[Excerpts from a dataset]
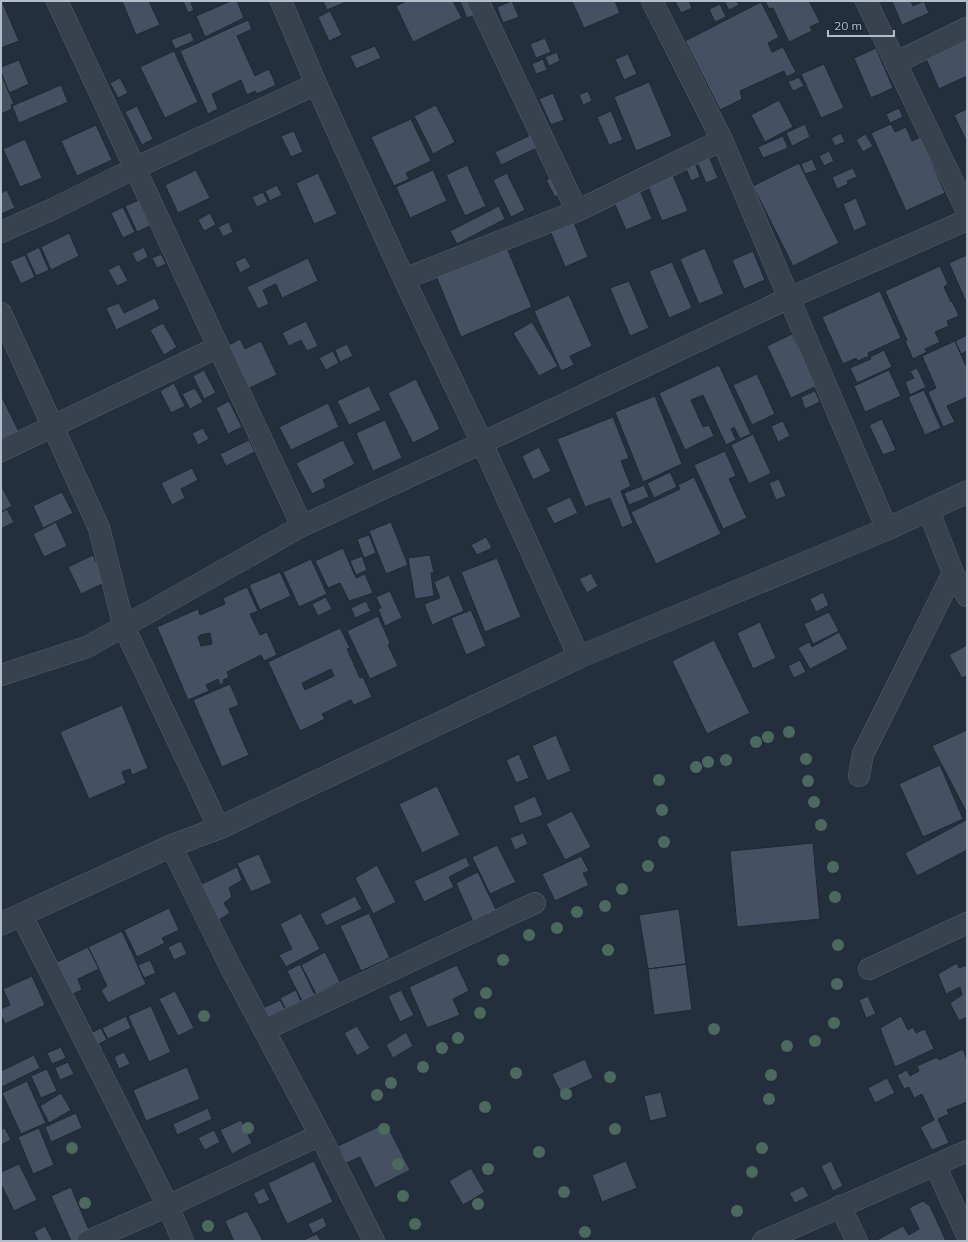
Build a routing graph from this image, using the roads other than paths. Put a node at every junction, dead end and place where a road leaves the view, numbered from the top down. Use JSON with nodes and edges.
{"nodes":[{"id":1,"x":57,"y":1,"type":"edge"},
{"id":2,"x":281,"y":1,"type":"edge"},
{"id":3,"x":478,"y":1,"type":"edge"},
{"id":4,"x":652,"y":1,"type":"edge"},
{"id":5,"x":866,"y":1,"type":"edge"},
{"id":6,"x":967,"y":28,"type":"edge"},
{"id":7,"x":895,"y":63,"type":"junction"},
{"id":8,"x":316,"y":84,"type":"junction"},
{"id":9,"x":722,"y":140,"type":"junction"},
{"id":10,"x":135,"y":168,"type":"junction"},
{"id":11,"x":577,"y":211,"type":"junction"},
{"id":12,"x":967,"y":211,"type":"edge"},
{"id":13,"x":967,"y":220,"type":"edge"},
{"id":14,"x":1,"y":232,"type":"edge"},
{"id":15,"x":404,"y":279,"type":"junction"},
{"id":16,"x":789,"y":298,"type":"junction"},
{"id":17,"x":1,"y":313,"type":"edge"},
{"id":18,"x":218,"y":347,"type":"junction"},
{"id":19,"x":53,"y":427,"type":"junction"},
{"id":20,"x":482,"y":443,"type":"junction"},
{"id":21,"x":1,"y":451,"type":"edge"},
{"id":22,"x":967,"y":492,"type":"edge"},
{"id":23,"x":928,"y":509,"type":"junction"},
{"id":24,"x":302,"y":526,"type":"junction"},
{"id":25,"x":887,"y":530,"type":"junction"},
{"id":26,"x":953,"y":573,"type":"junction"},
{"id":27,"x":967,"y":596,"type":"edge"},
{"id":28,"x":124,"y":628,"type":"junction"},
{"id":29,"x":579,"y":657,"type":"junction"},
{"id":30,"x":1,"y":675,"type":"edge"},
{"id":31,"x":859,"y":776,"type":"dead end"},
{"id":32,"x":219,"y":828,"type":"junction"},
{"id":33,"x":171,"y":846,"type":"junction"},
{"id":34,"x":535,"y":903,"type":"dead end"},
{"id":35,"x":21,"y":914,"type":"junction"},
{"id":36,"x":967,"y":923,"type":"edge"},
{"id":37,"x":1,"y":924,"type":"edge"},
{"id":38,"x":870,"y":969,"type":"dead end"},
{"id":39,"x":264,"y":1030,"type":"junction"},
{"id":40,"x":320,"y":1136,"type":"junction"},
{"id":41,"x":967,"y":1151,"type":"edge"},
{"id":42,"x":935,"y":1166,"type":"junction"},
{"id":43,"x":168,"y":1206,"type":"junction"},
{"id":44,"x":840,"y":1206,"type":"junction"},
{"id":45,"x":967,"y":1235,"type":"edge"},
{"id":46,"x":88,"y":1241,"type":"edge"},
{"id":47,"x":182,"y":1241,"type":"edge"},
{"id":48,"x":374,"y":1241,"type":"edge"},
{"id":49,"x":763,"y":1241,"type":"edge"},
{"id":50,"x":857,"y":1241,"type":"edge"}],
"edges":[{"from":1,"to":10,"type":"street"},
{"from":2,"to":8,"type":"street"},
{"from":3,"to":11,"type":"street"},
{"from":4,"to":9,"type":"street"},
{"from":5,"to":7,"type":"street"},
{"from":6,"to":7,"type":"street"},
{"from":7,"to":12,"type":"street"},
{"from":8,"to":10,"type":"street"},
{"from":8,"to":15,"type":"street"},
{"from":9,"to":11,"type":"street"},
{"from":9,"to":16,"type":"street"},
{"from":10,"to":14,"type":"street"},
{"from":10,"to":18,"type":"street"},
{"from":11,"to":15,"type":"street"},
{"from":13,"to":16,"type":"street"},
{"from":15,"to":20,"type":"street"},
{"from":16,"to":20,"type":"street"},
{"from":16,"to":25,"type":"street"},
{"from":17,"to":19,"type":"street"},
{"from":18,"to":19,"type":"street"},
{"from":18,"to":24,"type":"street"},
{"from":19,"to":21,"type":"street"},
{"from":19,"to":28,"type":"street"},
{"from":20,"to":24,"type":"street"},
{"from":20,"to":29,"type":"street"},
{"from":22,"to":23,"type":"street"},
{"from":23,"to":25,"type":"street"},
{"from":23,"to":26,"type":"street"},
{"from":24,"to":28,"type":"street"},
{"from":25,"to":29,"type":"street"},
{"from":26,"to":27,"type":"street"},
{"from":26,"to":31,"type":"street"},
{"from":28,"to":30,"type":"street"},
{"from":28,"to":32,"type":"street"},
{"from":29,"to":32,"type":"street"},
{"from":32,"to":33,"type":"street"},
{"from":33,"to":35,"type":"street"},
{"from":33,"to":39,"type":"street"},
{"from":34,"to":39,"type":"street"},
{"from":35,"to":37,"type":"street"},
{"from":35,"to":43,"type":"street"},
{"from":36,"to":38,"type":"street"},
{"from":39,"to":40,"type":"street"},
{"from":40,"to":43,"type":"street"},
{"from":40,"to":48,"type":"street"},
{"from":41,"to":42,"type":"street"},
{"from":42,"to":44,"type":"street"},
{"from":42,"to":45,"type":"street"},
{"from":43,"to":46,"type":"street"},
{"from":43,"to":47,"type":"street"},
{"from":44,"to":49,"type":"street"},
{"from":44,"to":50,"type":"street"}]}
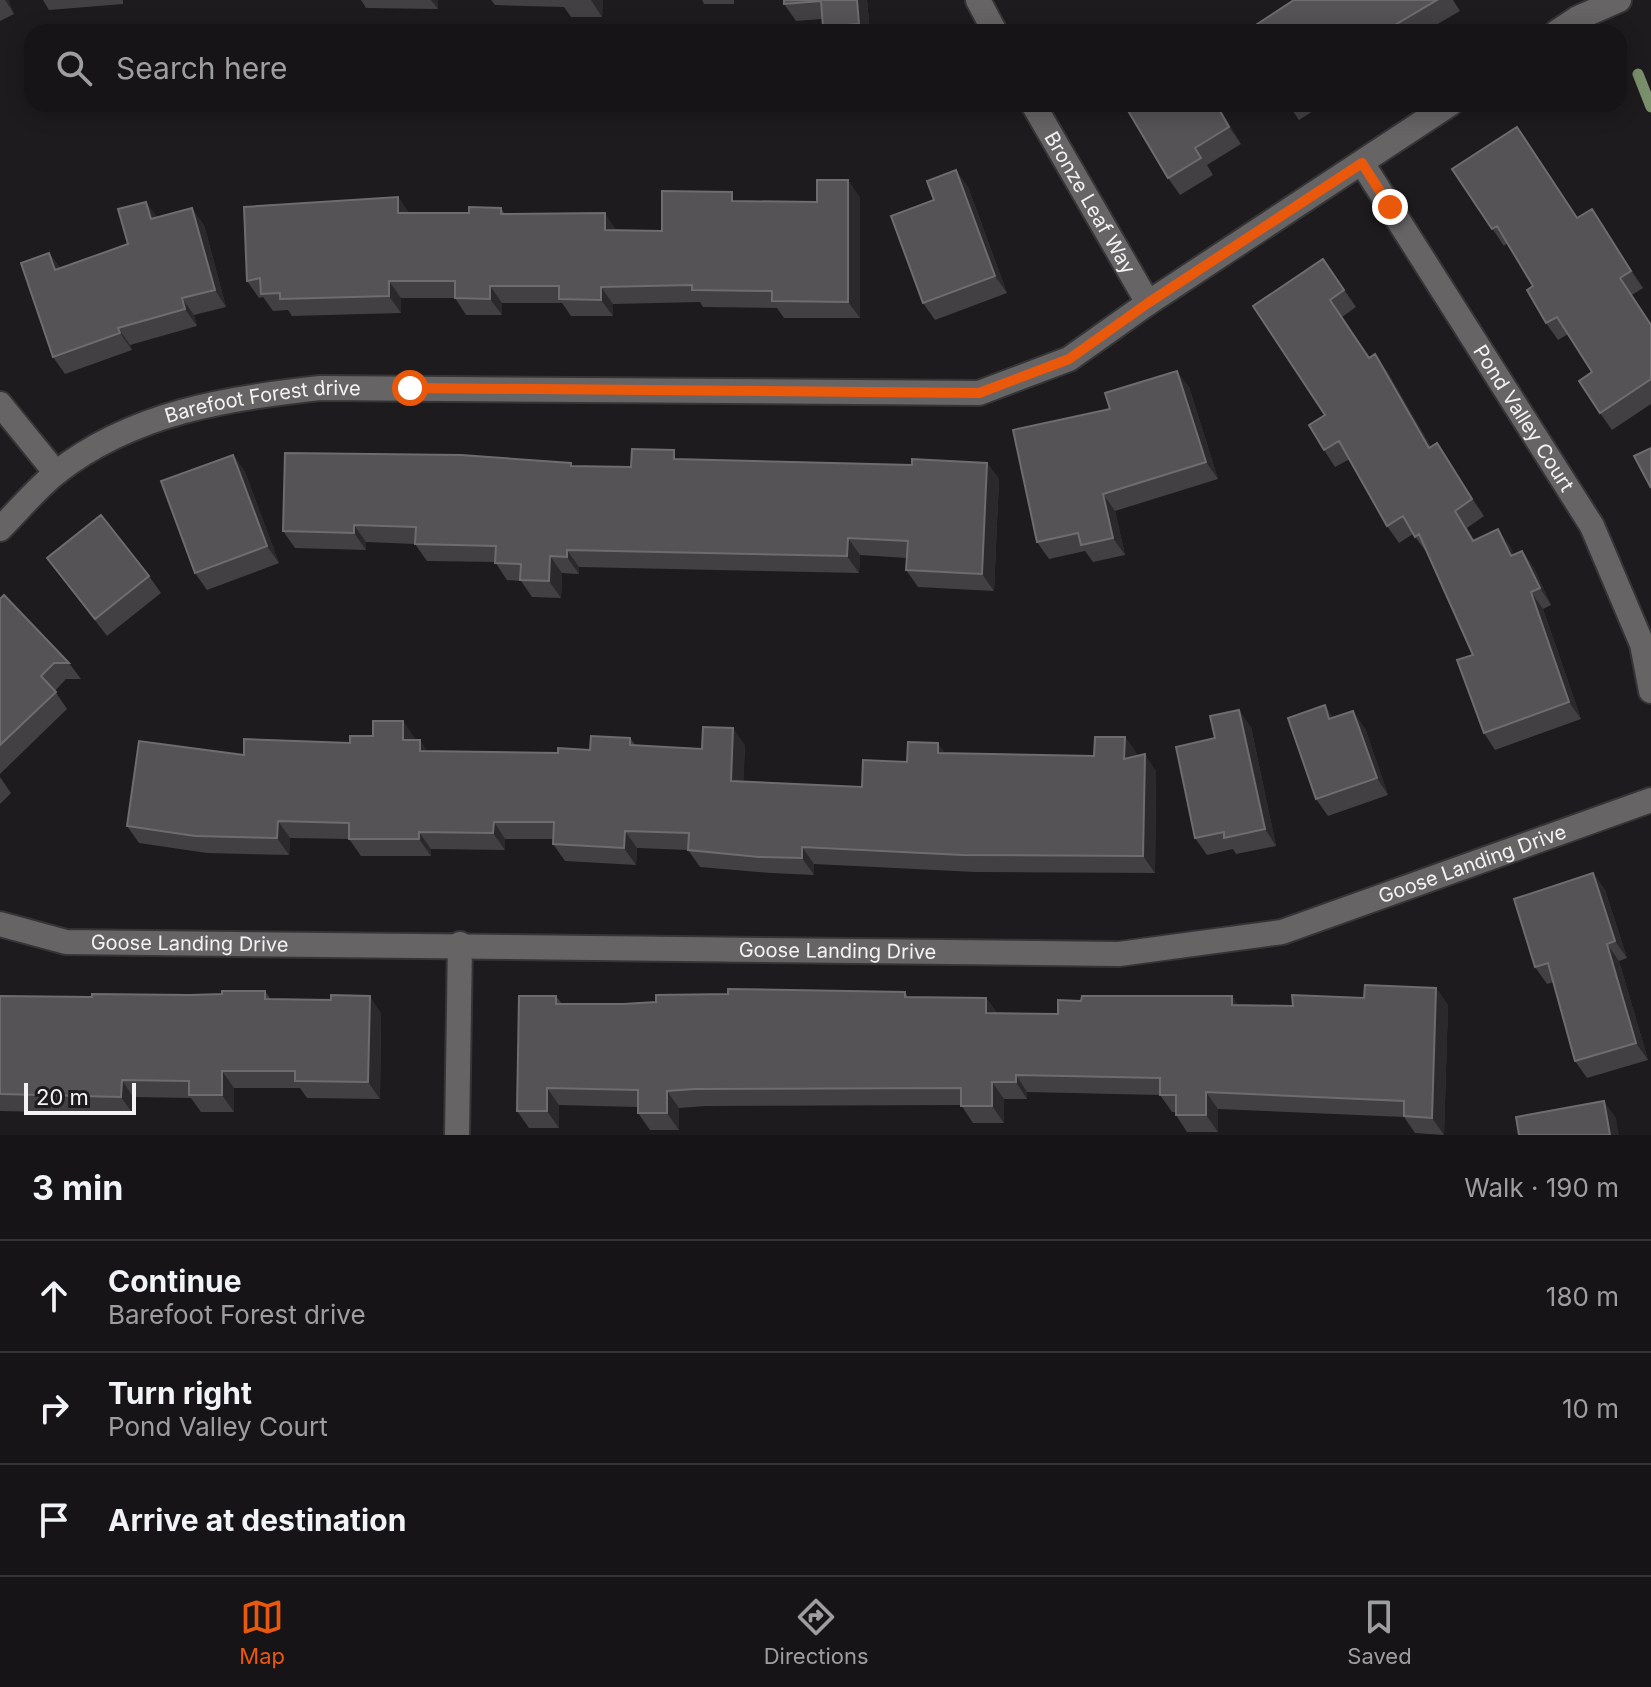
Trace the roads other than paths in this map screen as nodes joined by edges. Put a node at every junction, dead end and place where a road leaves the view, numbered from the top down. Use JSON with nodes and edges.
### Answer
{"nodes":[{"id":1,"x":978,"y":0,"type":"edge"},
{"id":2,"x":1619,"y":0,"type":"edge"},
{"id":3,"x":991,"y":24,"type":"edge"},
{"id":4,"x":1569,"y":24,"type":"edge"},
{"id":5,"x":1038,"y":112,"type":"edge"},
{"id":6,"x":1438,"y":112,"type":"edge"},
{"id":7,"x":1362,"y":163,"type":"junction"},
{"id":8,"x":1148,"y":303,"type":"junction"},
{"id":9,"x":0,"y":404,"type":"edge"},
{"id":10,"x":56,"y":473,"type":"junction"},
{"id":11,"x":0,"y":529,"type":"edge"},
{"id":12,"x":1651,"y":691,"type":"edge"},
{"id":13,"x":1651,"y":800,"type":"edge"},
{"id":14,"x":0,"y":924,"type":"edge"},
{"id":15,"x":460,"y":944,"type":"junction"},
{"id":16,"x":457,"y":1135,"type":"edge"}],
"edges":[{"from":1,"to":3,"type":"street"},
{"from":2,"to":4,"type":"street"},
{"from":5,"to":8,"type":"street","name":"Bronze Leaf Way"},
{"from":6,"to":7,"type":"street"},
{"from":7,"to":8,"type":"street","name":"Barefoot Forest drive"},
{"from":7,"to":12,"type":"street","name":"Pond Valley Court"},
{"from":8,"to":10,"type":"street","name":"Barefoot Forest drive"},
{"from":9,"to":10,"type":"street"},
{"from":10,"to":11,"type":"street","name":"Barefoot Forest drive"},
{"from":13,"to":15,"type":"street","name":"Goose Landing Drive"},
{"from":14,"to":15,"type":"street","name":"Goose Landing Drive"},
{"from":15,"to":16,"type":"street"}]}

-- The problem --
Word for word, repeat the data above with the pictures left out.

-- Answer below --
Build a routing graph from this image, using the roads other than paths. Put a node at every junction, dead end and place where a road leaves the view, numbered from the top down. Use JSON with nodes and edges.
{"nodes":[{"id":1,"x":57,"y":1,"type":"edge"},
{"id":2,"x":281,"y":1,"type":"edge"},
{"id":3,"x":478,"y":1,"type":"edge"},
{"id":4,"x":652,"y":1,"type":"edge"},
{"id":5,"x":866,"y":1,"type":"edge"},
{"id":6,"x":967,"y":28,"type":"edge"},
{"id":7,"x":895,"y":63,"type":"junction"},
{"id":8,"x":316,"y":84,"type":"junction"},
{"id":9,"x":722,"y":140,"type":"junction"},
{"id":10,"x":135,"y":168,"type":"junction"},
{"id":11,"x":577,"y":211,"type":"junction"},
{"id":12,"x":967,"y":211,"type":"edge"},
{"id":13,"x":967,"y":220,"type":"edge"},
{"id":14,"x":1,"y":232,"type":"edge"},
{"id":15,"x":404,"y":279,"type":"junction"},
{"id":16,"x":789,"y":298,"type":"junction"},
{"id":17,"x":1,"y":313,"type":"edge"},
{"id":18,"x":218,"y":347,"type":"junction"},
{"id":19,"x":53,"y":427,"type":"junction"},
{"id":20,"x":482,"y":443,"type":"junction"},
{"id":21,"x":1,"y":451,"type":"edge"},
{"id":22,"x":967,"y":492,"type":"edge"},
{"id":23,"x":928,"y":509,"type":"junction"},
{"id":24,"x":302,"y":526,"type":"junction"},
{"id":25,"x":887,"y":530,"type":"junction"},
{"id":26,"x":953,"y":573,"type":"junction"},
{"id":27,"x":967,"y":596,"type":"edge"},
{"id":28,"x":124,"y":628,"type":"junction"},
{"id":29,"x":579,"y":657,"type":"junction"},
{"id":30,"x":1,"y":675,"type":"edge"},
{"id":31,"x":859,"y":776,"type":"dead end"},
{"id":32,"x":219,"y":828,"type":"junction"},
{"id":33,"x":171,"y":846,"type":"junction"},
{"id":34,"x":535,"y":903,"type":"dead end"},
{"id":35,"x":21,"y":914,"type":"junction"},
{"id":36,"x":967,"y":923,"type":"edge"},
{"id":37,"x":1,"y":924,"type":"edge"},
{"id":38,"x":870,"y":969,"type":"dead end"},
{"id":39,"x":264,"y":1030,"type":"junction"},
{"id":40,"x":320,"y":1136,"type":"junction"},
{"id":41,"x":967,"y":1151,"type":"edge"},
{"id":42,"x":935,"y":1166,"type":"junction"},
{"id":43,"x":168,"y":1206,"type":"junction"},
{"id":44,"x":840,"y":1206,"type":"junction"},
{"id":45,"x":967,"y":1235,"type":"edge"},
{"id":46,"x":88,"y":1241,"type":"edge"},
{"id":47,"x":182,"y":1241,"type":"edge"},
{"id":48,"x":374,"y":1241,"type":"edge"},
{"id":49,"x":763,"y":1241,"type":"edge"},
{"id":50,"x":857,"y":1241,"type":"edge"}],
"edges":[{"from":1,"to":10,"type":"street"},
{"from":2,"to":8,"type":"street"},
{"from":3,"to":11,"type":"street"},
{"from":4,"to":9,"type":"street"},
{"from":5,"to":7,"type":"street"},
{"from":6,"to":7,"type":"street"},
{"from":7,"to":12,"type":"street"},
{"from":8,"to":10,"type":"street"},
{"from":8,"to":15,"type":"street"},
{"from":9,"to":11,"type":"street"},
{"from":9,"to":16,"type":"street"},
{"from":10,"to":14,"type":"street"},
{"from":10,"to":18,"type":"street"},
{"from":11,"to":15,"type":"street"},
{"from":13,"to":16,"type":"street"},
{"from":15,"to":20,"type":"street"},
{"from":16,"to":20,"type":"street"},
{"from":16,"to":25,"type":"street"},
{"from":17,"to":19,"type":"street"},
{"from":18,"to":19,"type":"street"},
{"from":18,"to":24,"type":"street"},
{"from":19,"to":21,"type":"street"},
{"from":19,"to":28,"type":"street"},
{"from":20,"to":24,"type":"street"},
{"from":20,"to":29,"type":"street"},
{"from":22,"to":23,"type":"street"},
{"from":23,"to":25,"type":"street"},
{"from":23,"to":26,"type":"street"},
{"from":24,"to":28,"type":"street"},
{"from":25,"to":29,"type":"street"},
{"from":26,"to":27,"type":"street"},
{"from":26,"to":31,"type":"street"},
{"from":28,"to":30,"type":"street"},
{"from":28,"to":32,"type":"street"},
{"from":29,"to":32,"type":"street"},
{"from":32,"to":33,"type":"street"},
{"from":33,"to":35,"type":"street"},
{"from":33,"to":39,"type":"street"},
{"from":34,"to":39,"type":"street"},
{"from":35,"to":37,"type":"street"},
{"from":35,"to":43,"type":"street"},
{"from":36,"to":38,"type":"street"},
{"from":39,"to":40,"type":"street"},
{"from":40,"to":43,"type":"street"},
{"from":40,"to":48,"type":"street"},
{"from":41,"to":42,"type":"street"},
{"from":42,"to":44,"type":"street"},
{"from":42,"to":45,"type":"street"},
{"from":43,"to":46,"type":"street"},
{"from":43,"to":47,"type":"street"},
{"from":44,"to":49,"type":"street"},
{"from":44,"to":50,"type":"street"}]}
Trace the roads other than paths in this map screen as nodes joined by edges. Put a node at every junction, dead end and place where a road leaves the view, numbered from the top down. Use JSON with nodes and edges.
### Answer
{"nodes":[{"id":1,"x":978,"y":0,"type":"edge"},
{"id":2,"x":1619,"y":0,"type":"edge"},
{"id":3,"x":991,"y":24,"type":"edge"},
{"id":4,"x":1569,"y":24,"type":"edge"},
{"id":5,"x":1038,"y":112,"type":"edge"},
{"id":6,"x":1438,"y":112,"type":"edge"},
{"id":7,"x":1362,"y":163,"type":"junction"},
{"id":8,"x":1148,"y":303,"type":"junction"},
{"id":9,"x":0,"y":404,"type":"edge"},
{"id":10,"x":56,"y":473,"type":"junction"},
{"id":11,"x":0,"y":529,"type":"edge"},
{"id":12,"x":1651,"y":691,"type":"edge"},
{"id":13,"x":1651,"y":800,"type":"edge"},
{"id":14,"x":0,"y":924,"type":"edge"},
{"id":15,"x":460,"y":944,"type":"junction"},
{"id":16,"x":457,"y":1135,"type":"edge"}],
"edges":[{"from":1,"to":3,"type":"street"},
{"from":2,"to":4,"type":"street"},
{"from":5,"to":8,"type":"street","name":"Bronze Leaf Way"},
{"from":6,"to":7,"type":"street"},
{"from":7,"to":8,"type":"street","name":"Barefoot Forest drive"},
{"from":7,"to":12,"type":"street","name":"Pond Valley Court"},
{"from":8,"to":10,"type":"street","name":"Barefoot Forest drive"},
{"from":9,"to":10,"type":"street"},
{"from":10,"to":11,"type":"street","name":"Barefoot Forest drive"},
{"from":13,"to":15,"type":"street","name":"Goose Landing Drive"},
{"from":14,"to":15,"type":"street","name":"Goose Landing Drive"},
{"from":15,"to":16,"type":"street"}]}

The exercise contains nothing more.